14
Oct

As Ferguson ‘Weekend of Resistance’ Begins, Organizers Weigh How to Turn a Moment into a Movement

With thousands descending on Ferguson today to demand justice for Michael Brown, a creator of #BlackLivesMatter thinks now may be the time to win long-term victories.

BY JULIA WONG

Originally published in In These Times

Thousands of activists are expected to converge on Ferguson, Missouri starting Friday, October 10, for a “Weekend of Resistance” to support the ongoing protest movement that arose in the wake of the police killing of Michael Brown on August 9. Ferguson October, as the initiative is called, was organized by a coalition of recently formed and longstanding community organizations in the St. Louis area, including Hands Up United, The Organization for Black Struggle and Missourians Organizing for Reform and Empowerment (MORE).

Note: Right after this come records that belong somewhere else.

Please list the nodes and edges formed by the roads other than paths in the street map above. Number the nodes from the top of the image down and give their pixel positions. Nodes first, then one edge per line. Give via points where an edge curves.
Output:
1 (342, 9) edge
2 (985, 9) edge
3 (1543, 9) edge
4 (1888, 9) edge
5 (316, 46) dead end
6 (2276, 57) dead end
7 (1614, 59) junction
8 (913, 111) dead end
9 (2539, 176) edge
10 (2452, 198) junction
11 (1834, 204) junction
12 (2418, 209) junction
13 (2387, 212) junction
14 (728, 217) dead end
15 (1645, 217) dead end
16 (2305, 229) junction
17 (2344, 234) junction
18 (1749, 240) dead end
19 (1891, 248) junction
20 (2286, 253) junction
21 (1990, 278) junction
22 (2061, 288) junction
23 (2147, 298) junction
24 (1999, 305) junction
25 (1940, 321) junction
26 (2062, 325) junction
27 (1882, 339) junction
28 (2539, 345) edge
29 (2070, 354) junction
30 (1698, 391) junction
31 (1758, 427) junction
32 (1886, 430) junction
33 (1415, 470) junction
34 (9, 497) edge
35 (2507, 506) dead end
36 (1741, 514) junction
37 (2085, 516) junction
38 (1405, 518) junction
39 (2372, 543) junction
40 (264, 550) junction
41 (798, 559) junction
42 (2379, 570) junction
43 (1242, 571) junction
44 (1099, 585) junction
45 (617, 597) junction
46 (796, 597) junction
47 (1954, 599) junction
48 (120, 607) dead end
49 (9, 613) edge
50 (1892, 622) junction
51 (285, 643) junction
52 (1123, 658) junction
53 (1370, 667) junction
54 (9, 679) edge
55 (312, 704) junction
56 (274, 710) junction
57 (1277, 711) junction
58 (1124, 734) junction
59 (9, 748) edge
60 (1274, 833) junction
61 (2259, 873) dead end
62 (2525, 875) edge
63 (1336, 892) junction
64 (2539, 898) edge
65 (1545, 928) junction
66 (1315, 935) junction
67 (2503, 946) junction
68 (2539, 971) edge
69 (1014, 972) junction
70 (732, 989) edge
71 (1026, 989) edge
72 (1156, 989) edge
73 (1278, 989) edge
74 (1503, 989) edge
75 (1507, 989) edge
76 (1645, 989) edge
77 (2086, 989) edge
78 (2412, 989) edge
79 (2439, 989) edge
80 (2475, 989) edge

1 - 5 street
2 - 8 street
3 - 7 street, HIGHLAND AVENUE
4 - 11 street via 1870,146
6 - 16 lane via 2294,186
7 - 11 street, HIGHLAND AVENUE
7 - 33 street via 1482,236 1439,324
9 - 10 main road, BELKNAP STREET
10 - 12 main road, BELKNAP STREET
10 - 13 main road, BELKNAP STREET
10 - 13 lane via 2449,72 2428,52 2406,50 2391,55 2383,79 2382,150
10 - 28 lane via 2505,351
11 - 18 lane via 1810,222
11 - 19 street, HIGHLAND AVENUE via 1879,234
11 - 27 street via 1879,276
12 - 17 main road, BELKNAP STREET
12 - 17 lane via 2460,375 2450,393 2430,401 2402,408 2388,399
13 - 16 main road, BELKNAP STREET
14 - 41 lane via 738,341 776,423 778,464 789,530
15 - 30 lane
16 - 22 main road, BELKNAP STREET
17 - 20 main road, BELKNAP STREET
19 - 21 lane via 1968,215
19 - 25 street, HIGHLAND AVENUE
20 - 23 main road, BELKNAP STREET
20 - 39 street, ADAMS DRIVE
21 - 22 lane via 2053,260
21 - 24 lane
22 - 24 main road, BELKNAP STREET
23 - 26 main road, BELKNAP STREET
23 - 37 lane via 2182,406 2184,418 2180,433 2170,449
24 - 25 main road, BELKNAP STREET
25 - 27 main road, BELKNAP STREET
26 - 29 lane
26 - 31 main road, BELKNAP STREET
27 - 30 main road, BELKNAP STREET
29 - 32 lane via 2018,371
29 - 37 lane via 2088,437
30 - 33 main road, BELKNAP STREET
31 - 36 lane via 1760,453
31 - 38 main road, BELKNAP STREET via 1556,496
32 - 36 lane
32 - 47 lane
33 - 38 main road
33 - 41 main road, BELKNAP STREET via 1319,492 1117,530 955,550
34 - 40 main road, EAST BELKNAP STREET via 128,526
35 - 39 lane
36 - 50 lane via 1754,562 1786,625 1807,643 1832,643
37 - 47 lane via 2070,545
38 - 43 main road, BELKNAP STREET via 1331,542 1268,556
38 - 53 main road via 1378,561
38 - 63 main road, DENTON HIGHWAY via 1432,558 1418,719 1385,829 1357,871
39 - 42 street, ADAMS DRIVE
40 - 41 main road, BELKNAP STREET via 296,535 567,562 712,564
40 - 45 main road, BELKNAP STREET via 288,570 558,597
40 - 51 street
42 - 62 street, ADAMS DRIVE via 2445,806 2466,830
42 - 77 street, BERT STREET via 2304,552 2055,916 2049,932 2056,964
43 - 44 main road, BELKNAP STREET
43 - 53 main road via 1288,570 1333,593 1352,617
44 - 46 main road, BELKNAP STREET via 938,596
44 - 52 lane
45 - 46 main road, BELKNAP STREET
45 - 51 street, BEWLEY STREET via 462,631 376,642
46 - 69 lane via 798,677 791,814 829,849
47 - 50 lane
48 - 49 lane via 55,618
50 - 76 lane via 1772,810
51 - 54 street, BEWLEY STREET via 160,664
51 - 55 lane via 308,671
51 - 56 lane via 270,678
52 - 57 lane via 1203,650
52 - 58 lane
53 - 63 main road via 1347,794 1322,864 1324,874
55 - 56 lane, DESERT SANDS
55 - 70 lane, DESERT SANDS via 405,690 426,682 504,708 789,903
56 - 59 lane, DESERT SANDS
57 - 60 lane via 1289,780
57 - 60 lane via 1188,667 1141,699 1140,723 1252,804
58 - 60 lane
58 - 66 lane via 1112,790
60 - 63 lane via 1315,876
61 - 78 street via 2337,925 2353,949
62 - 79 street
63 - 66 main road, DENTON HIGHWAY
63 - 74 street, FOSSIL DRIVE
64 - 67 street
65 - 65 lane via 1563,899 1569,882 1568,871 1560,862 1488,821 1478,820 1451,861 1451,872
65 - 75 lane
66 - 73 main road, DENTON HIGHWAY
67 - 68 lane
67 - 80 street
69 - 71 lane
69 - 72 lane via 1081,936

Beginning Friday with a march to the office of Bob McCulloch, the attorney charged with prosecuting the police officer who shot and killed Brown, the weekend will include numerous rallies, protests, political forums, and teach-ins, and will culminate with planned civil disobedience actions on October 13.

Alicia Garza is one of the organizers working on the ground in Ferguson with the wave of new activists who have taken to the streets in the wake of Brown’s killing. Based in Oakland, California, Garza is the Special Projects Director for the National Domestic Worker’s Alliance (NDWA). Garza is a co-creator of #BlackLivesMatter, a “political project” and online platform that aims to confront anti-black racism and reaffirm black humanity. Garza is also a member of LeftRoots, a “national formation of Left social movement organizers and activists” seeking to build socialism in the 21st century.

In the aftermath of Brown’s killing, Garza recalls feeling “not only completely horrified, but completely rageful.” She says, “Just like when any member of your family is hurt in any way, there’s a real urge to be there.” She responded to a “call coming from folks on the ground … for black folks in particular who were organizers and medics and attorneys and healers to come and support the community of Ferguson and the St. Louis community more broadly.”

With the backing of the NDWA, Garza traveled to Ferguson about three weeks after Brown’s death, and spent two weeks working “to help support capacity building on the ground.” During that time, the Black Lives Matter team organized a Freedom Ride that Garza says “mobilized more than 500 black people from all over the country to come to Ferguson, to not only stand in solidarity but to lend concrete and material support to organizers who work on the front lines of the Ferguson rebellion.”

Garza says her work in Ferguson was to “make sure the organizations and activists on the ground had the capacity to really hold this moment and extend it into a movement.”

After returning to the Bay Area, Garza received a call from the coalition organizing Ferguson October asking for support. On September 28, she returned to Ferguson, where she spoke with In These Times.